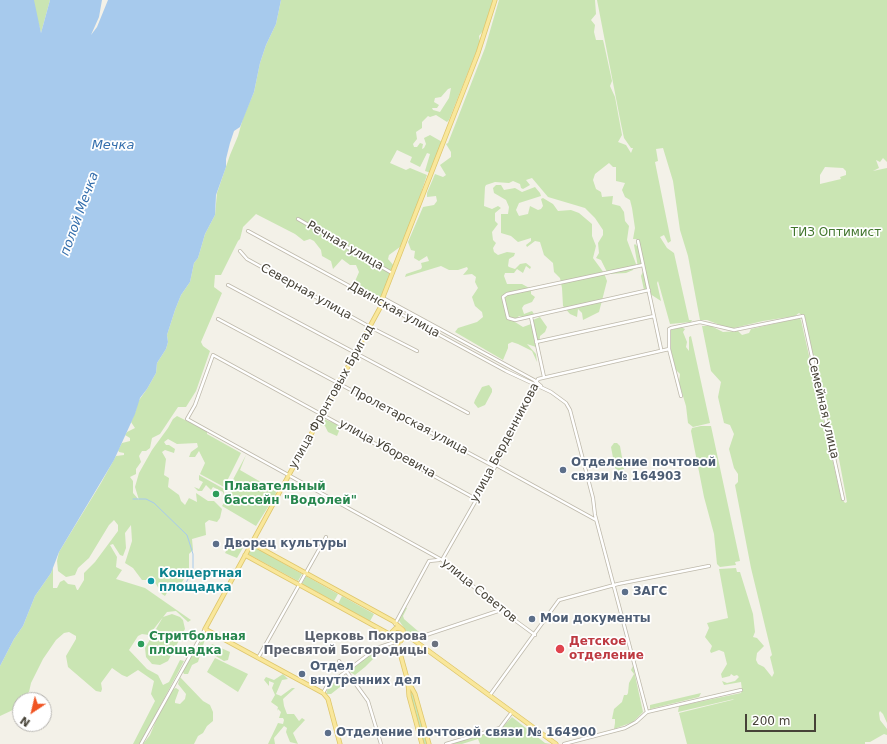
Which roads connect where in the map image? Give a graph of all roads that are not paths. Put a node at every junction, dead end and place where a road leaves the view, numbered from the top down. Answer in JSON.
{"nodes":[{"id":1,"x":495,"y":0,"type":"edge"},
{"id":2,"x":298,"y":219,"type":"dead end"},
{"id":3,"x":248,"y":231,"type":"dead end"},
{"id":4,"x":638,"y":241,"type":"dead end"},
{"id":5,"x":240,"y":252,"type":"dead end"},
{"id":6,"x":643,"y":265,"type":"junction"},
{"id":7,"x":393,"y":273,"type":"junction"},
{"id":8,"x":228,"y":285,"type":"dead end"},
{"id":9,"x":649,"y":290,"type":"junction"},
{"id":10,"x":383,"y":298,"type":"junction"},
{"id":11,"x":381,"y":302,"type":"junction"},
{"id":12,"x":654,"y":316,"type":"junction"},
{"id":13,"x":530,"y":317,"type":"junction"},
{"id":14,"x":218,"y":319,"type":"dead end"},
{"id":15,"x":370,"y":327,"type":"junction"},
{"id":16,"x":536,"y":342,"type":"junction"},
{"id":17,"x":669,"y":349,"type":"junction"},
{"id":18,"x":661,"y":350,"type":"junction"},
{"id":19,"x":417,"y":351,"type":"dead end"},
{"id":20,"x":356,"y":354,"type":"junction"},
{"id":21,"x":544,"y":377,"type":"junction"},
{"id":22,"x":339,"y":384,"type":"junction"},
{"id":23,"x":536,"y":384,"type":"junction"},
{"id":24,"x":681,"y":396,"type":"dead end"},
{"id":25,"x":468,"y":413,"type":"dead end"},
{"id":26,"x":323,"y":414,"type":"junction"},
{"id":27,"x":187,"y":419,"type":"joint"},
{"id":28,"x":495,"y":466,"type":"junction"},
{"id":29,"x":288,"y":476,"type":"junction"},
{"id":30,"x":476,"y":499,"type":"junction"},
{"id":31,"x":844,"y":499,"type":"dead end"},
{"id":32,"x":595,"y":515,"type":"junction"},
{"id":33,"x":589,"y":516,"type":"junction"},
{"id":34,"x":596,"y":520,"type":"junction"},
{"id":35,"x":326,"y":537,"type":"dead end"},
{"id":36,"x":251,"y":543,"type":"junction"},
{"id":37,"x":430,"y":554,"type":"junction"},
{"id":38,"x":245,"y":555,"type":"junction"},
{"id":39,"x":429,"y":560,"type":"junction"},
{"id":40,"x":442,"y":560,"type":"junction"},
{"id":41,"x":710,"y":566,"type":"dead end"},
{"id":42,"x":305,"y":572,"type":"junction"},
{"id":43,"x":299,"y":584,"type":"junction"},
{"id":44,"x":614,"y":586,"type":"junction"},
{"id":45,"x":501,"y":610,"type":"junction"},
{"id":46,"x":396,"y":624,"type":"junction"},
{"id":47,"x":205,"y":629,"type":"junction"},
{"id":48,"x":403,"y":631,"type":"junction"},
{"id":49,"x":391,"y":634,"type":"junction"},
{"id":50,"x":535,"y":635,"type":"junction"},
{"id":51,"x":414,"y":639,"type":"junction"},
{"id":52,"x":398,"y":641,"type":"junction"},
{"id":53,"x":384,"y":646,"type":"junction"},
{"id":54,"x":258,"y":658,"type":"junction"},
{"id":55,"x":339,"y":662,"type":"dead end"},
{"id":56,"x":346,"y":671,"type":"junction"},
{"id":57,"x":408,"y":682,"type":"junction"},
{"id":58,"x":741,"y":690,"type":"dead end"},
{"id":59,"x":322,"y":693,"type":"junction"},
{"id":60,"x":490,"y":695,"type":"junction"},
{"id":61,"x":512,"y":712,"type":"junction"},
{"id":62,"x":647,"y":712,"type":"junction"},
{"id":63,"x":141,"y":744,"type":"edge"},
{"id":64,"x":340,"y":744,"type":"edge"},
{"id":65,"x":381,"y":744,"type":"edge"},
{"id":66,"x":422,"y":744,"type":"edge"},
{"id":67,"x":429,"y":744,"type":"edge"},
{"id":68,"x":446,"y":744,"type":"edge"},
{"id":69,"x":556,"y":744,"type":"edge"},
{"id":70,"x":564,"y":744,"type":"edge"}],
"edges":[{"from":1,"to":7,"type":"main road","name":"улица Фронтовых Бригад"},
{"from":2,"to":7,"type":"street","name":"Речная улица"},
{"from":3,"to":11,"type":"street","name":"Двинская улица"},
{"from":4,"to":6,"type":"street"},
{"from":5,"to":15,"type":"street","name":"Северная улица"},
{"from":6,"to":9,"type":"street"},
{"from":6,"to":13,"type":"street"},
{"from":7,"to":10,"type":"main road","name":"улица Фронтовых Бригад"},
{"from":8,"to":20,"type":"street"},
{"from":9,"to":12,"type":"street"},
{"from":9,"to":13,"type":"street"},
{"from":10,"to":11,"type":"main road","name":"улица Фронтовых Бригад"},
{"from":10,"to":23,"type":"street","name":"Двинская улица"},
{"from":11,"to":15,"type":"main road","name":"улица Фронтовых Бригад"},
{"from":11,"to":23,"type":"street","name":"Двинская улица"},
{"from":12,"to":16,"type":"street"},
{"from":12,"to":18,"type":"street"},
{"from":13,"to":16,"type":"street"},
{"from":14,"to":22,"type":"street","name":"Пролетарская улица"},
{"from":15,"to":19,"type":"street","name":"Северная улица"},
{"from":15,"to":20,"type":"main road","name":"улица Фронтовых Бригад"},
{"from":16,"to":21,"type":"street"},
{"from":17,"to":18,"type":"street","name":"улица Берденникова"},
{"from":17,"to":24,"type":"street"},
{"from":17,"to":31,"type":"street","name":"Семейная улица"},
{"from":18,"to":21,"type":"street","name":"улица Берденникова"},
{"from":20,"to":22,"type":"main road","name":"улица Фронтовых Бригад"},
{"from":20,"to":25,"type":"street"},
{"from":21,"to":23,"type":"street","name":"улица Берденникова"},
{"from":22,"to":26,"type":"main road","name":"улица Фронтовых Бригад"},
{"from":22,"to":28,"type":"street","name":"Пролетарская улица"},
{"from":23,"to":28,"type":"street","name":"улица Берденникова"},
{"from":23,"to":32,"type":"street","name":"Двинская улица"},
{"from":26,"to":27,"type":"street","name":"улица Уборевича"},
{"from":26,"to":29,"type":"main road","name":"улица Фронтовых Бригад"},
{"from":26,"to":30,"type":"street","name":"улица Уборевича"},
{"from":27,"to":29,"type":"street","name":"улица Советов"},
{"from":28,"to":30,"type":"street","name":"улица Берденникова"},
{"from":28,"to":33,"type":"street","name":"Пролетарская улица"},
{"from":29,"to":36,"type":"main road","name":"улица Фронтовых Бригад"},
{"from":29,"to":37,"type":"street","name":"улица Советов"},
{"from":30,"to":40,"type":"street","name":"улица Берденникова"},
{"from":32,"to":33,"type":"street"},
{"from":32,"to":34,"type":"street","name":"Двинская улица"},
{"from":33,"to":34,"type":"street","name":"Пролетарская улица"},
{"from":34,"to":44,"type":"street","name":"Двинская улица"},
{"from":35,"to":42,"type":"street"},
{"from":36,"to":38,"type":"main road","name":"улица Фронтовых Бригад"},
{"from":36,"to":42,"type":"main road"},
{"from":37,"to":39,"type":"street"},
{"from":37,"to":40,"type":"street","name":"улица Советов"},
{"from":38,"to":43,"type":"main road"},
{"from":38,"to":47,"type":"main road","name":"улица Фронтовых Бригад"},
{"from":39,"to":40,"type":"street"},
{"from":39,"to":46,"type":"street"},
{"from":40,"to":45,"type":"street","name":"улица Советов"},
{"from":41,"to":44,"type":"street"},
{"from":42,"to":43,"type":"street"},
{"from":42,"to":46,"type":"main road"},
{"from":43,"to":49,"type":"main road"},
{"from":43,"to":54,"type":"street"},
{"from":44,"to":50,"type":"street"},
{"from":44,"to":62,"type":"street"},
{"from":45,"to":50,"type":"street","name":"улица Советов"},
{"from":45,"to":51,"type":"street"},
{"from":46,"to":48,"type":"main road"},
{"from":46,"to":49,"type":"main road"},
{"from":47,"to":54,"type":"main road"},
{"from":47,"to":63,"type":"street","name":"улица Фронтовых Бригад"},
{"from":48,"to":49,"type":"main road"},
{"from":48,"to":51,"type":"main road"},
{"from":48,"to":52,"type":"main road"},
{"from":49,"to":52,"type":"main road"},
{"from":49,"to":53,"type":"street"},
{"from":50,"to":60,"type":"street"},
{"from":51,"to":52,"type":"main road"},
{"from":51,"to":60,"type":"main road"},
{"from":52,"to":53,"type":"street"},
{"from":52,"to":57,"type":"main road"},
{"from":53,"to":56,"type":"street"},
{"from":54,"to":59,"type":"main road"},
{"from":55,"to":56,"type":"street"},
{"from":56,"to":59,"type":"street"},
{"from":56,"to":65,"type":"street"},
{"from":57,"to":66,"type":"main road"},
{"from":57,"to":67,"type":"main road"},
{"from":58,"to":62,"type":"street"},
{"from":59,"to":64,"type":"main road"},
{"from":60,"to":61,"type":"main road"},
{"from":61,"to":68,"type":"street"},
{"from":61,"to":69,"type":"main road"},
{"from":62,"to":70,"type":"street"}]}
...
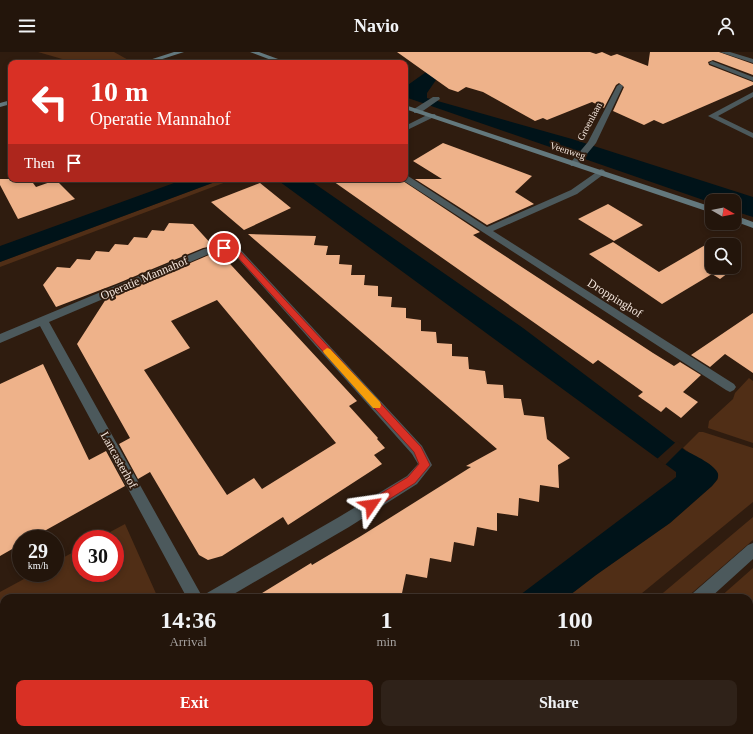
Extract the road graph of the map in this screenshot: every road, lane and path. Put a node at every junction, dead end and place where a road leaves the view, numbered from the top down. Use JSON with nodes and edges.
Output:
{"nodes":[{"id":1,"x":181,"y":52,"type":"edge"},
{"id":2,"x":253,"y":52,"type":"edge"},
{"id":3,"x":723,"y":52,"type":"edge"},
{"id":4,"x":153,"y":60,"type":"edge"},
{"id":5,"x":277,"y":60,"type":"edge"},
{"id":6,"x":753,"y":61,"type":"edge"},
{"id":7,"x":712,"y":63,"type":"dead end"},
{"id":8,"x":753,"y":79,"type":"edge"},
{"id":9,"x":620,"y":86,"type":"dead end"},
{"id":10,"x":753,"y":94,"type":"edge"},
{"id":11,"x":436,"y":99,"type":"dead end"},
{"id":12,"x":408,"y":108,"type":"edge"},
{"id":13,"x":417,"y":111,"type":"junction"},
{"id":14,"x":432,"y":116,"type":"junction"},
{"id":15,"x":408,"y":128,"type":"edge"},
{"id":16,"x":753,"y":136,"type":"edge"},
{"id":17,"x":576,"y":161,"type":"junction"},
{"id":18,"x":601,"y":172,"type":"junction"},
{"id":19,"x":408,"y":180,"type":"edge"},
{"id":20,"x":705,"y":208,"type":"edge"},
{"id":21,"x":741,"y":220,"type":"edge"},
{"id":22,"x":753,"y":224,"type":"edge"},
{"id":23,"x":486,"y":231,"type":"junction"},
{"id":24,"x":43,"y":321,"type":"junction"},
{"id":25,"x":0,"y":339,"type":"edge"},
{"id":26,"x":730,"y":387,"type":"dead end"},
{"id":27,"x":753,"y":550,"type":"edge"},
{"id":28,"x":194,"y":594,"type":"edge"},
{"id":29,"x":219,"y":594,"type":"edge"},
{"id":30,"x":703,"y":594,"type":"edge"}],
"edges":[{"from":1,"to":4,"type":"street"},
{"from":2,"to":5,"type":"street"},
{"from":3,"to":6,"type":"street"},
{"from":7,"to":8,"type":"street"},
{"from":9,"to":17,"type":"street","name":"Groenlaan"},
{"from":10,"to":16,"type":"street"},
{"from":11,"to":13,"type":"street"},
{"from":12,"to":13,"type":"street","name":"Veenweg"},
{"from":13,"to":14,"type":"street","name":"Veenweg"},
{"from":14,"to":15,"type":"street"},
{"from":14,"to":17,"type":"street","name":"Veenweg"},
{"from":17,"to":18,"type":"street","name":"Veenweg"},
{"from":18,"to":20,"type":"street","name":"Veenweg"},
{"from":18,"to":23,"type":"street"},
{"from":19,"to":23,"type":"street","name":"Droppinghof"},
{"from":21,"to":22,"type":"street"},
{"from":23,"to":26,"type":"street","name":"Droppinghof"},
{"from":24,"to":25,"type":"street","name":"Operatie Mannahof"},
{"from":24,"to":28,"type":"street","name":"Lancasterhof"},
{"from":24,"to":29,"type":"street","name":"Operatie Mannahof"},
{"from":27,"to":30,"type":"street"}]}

[Action item] All lines above in which the word "Operatie" occurs should be identified and copied.

[Written solution]
{"from":24,"to":25,"type":"street","name":"Operatie Mannahof"},
{"from":24,"to":29,"type":"street","name":"Operatie Mannahof"},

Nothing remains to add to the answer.